Delegates to the Constitutional Convention never discussed whether or to what extent the President would have power to remove executive officials. As a result, the Framers advocating ratification had no single view of the matter. In Federalist No. 77, Hamilton presumed that under the new Constitution “[t]he consent of [the Senate] would be necessary to displace as well as to appoint” officers of the United States. Id., at 515. He thought that scheme would promote”steady administration”: “Where a man in any station had given satisfactory evidence of his fitness for it, a new president would be restrained” from substituting “a person more agreeable to him.” Ibid.
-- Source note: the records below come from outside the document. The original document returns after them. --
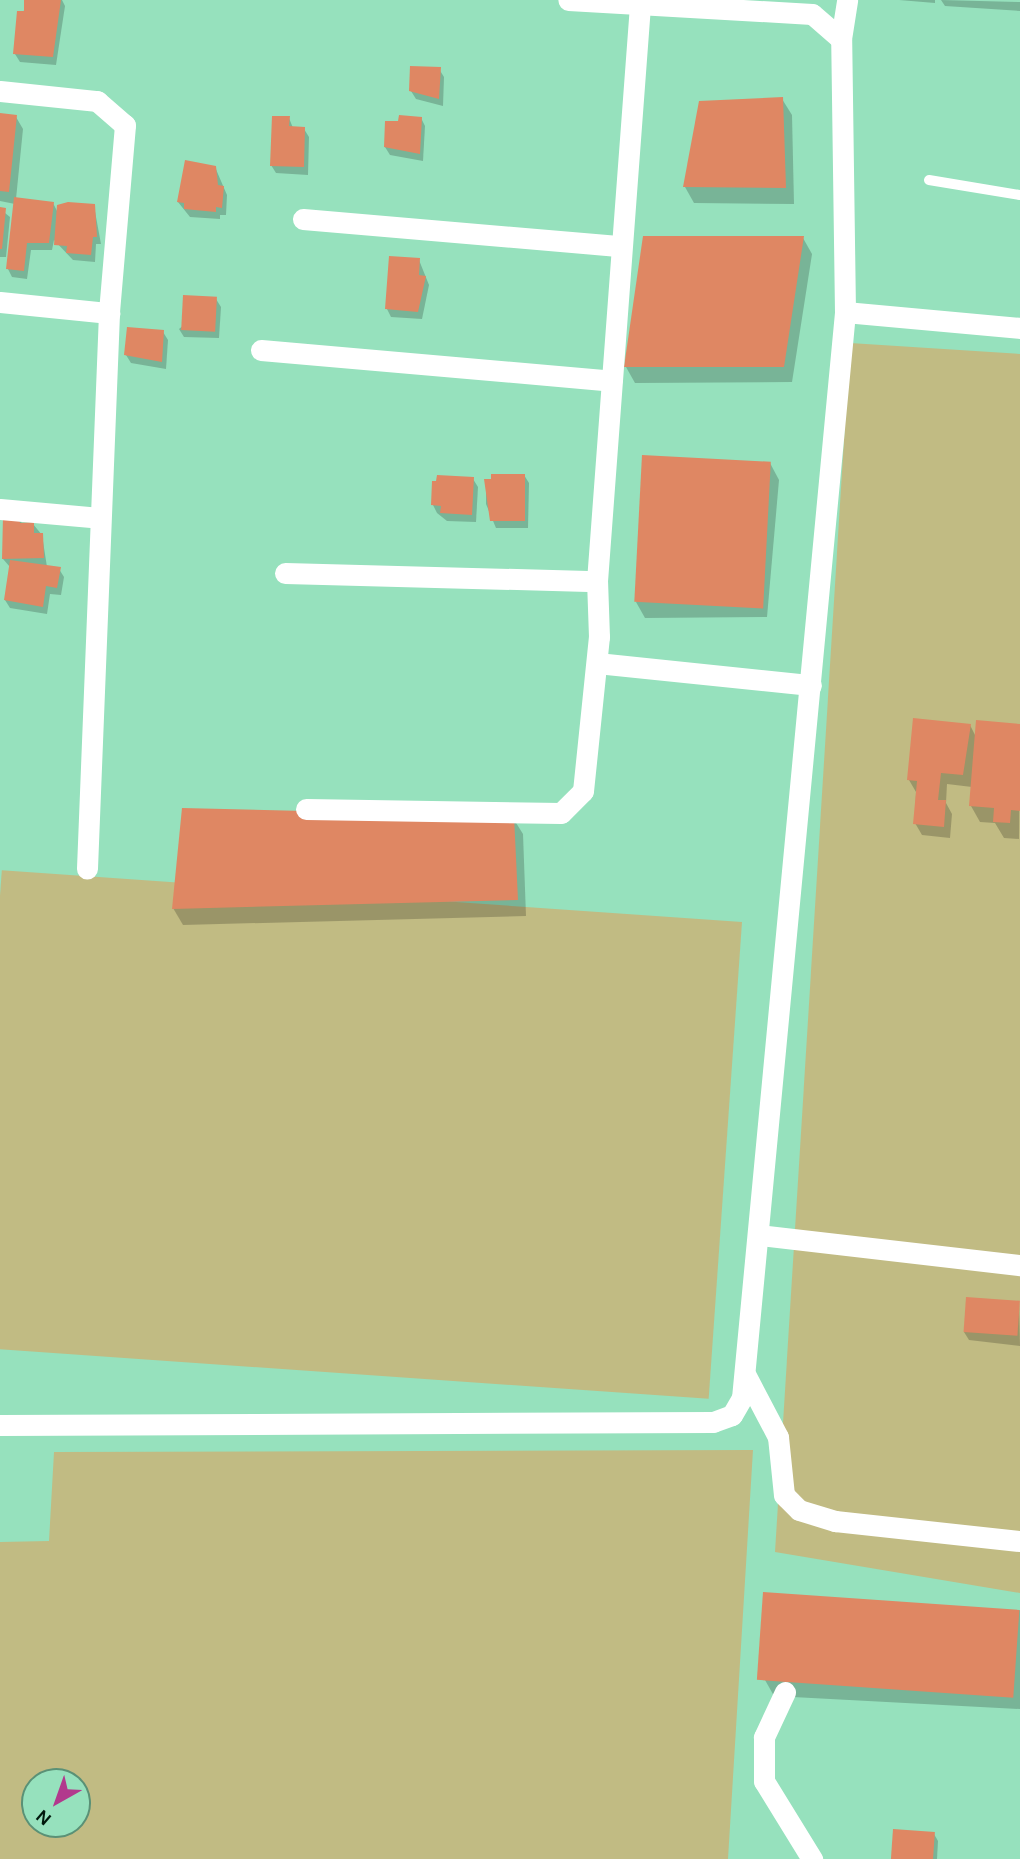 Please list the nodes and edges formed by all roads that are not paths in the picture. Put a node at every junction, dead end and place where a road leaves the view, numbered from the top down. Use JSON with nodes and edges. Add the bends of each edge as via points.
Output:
{"nodes":[{"id":1,"x":568,"y":0,"type":"edge"},
{"id":2,"x":847,"y":0,"type":"edge"},
{"id":3,"x":640,"y":5,"type":"junction"},
{"id":4,"x":841,"y":39,"type":"junction"},
{"id":5,"x":0,"y":92,"type":"edge"},
{"id":6,"x":929,"y":180,"type":"dead end"},
{"id":7,"x":1020,"y":195,"type":"edge"},
{"id":8,"x":303,"y":219,"type":"dead end"},
{"id":9,"x":621,"y":246,"type":"junction"},
{"id":10,"x":0,"y":302,"type":"edge"},
{"id":11,"x":845,"y":312,"type":"junction"},
{"id":12,"x":109,"y":313,"type":"junction"},
{"id":13,"x":1020,"y":328,"type":"edge"},
{"id":14,"x":261,"y":350,"type":"dead end"},
{"id":15,"x":612,"y":381,"type":"junction"},
{"id":16,"x":0,"y":509,"type":"edge"},
{"id":17,"x":100,"y":518,"type":"junction"},
{"id":18,"x":285,"y":573,"type":"dead end"},
{"id":19,"x":597,"y":581,"type":"junction"},
{"id":20,"x":597,"y":663,"type":"junction"},
{"id":21,"x":811,"y":685,"type":"junction"},
{"id":22,"x":306,"y":809,"type":"dead end"},
{"id":23,"x":87,"y":869,"type":"dead end"},
{"id":24,"x":759,"y":1235,"type":"junction"},
{"id":25,"x":1020,"y":1265,"type":"edge"},
{"id":26,"x":746,"y":1376,"type":"junction"},
{"id":27,"x":0,"y":1425,"type":"edge"},
{"id":28,"x":1020,"y":1541,"type":"edge"},
{"id":29,"x":785,"y":1692,"type":"dead end"},
{"id":30,"x":813,"y":1859,"type":"edge"}],
"edges":[{"from":1,"to":3,"type":"street"},
{"from":2,"to":4,"type":"street"},
{"from":3,"to":4,"type":"street","via":[[812,14]]},
{"from":3,"to":9,"type":"street"},
{"from":4,"to":11,"type":"street"},
{"from":5,"to":12,"type":"street","via":[[97,101],[125,125]]},
{"from":6,"to":7,"type":"lane"},
{"from":8,"to":9,"type":"street"},
{"from":9,"to":15,"type":"street"},
{"from":10,"to":12,"type":"street"},
{"from":11,"to":13,"type":"street"},
{"from":11,"to":21,"type":"street"},
{"from":12,"to":17,"type":"street"},
{"from":14,"to":15,"type":"street"},
{"from":15,"to":19,"type":"street"},
{"from":16,"to":17,"type":"street"},
{"from":17,"to":23,"type":"street"},
{"from":18,"to":19,"type":"street"},
{"from":19,"to":20,"type":"street"},
{"from":20,"to":21,"type":"street"},
{"from":20,"to":22,"type":"street","via":[[589,771],[579,797],[561,813]]},
{"from":21,"to":24,"type":"street"},
{"from":24,"to":25,"type":"street"},
{"from":24,"to":26,"type":"street"},
{"from":26,"to":27,"type":"street","via":[[742,1398],[732,1415],[713,1422]]},
{"from":26,"to":28,"type":"street","via":[[778,1437],[784,1495],[799,1510],[835,1521]]},
{"from":29,"to":30,"type":"street","via":[[764,1737],[764,1781]]}]}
Again, Hamilton wrote, “Where a man in any station had given satisfactory evidence of his fitness for it, a new President would be restrained from attempting a change in favor of a person more agreeable to him…” Kagan changed “from attempting a change in favor of” to “from substituting.” Here Kagan, perhaps inadvertently, nailed it. But she still drew the same conclusion Taft and Brandeis drew: that “displace” was synonymous with “remove.” The better conclusion is that “displace” means “substitute,” which is a multi-step process.
This reading also accounts for Hamilton’s general reading of a robust, “vigorous” executive. In Myers, Chief Justice Taft wrote that Hamilton “changed his view of this matter” with respect to Washington’s proclamation of neutrality. Hamilton didn’t change his mind, or state a “heterodox” position in Federalist No. 77. He simply used the word “displace” in a different fashion.
Seth Barrett Tillman wrote about this issue a decade ago in a paper, fittingly titled, “The Puzzle of Hamilton’s Federalist No. 77.” Once again, Seth shined a light on constitutional puzzles that few others saw. I am always grateful for his careful and prescient scholarship.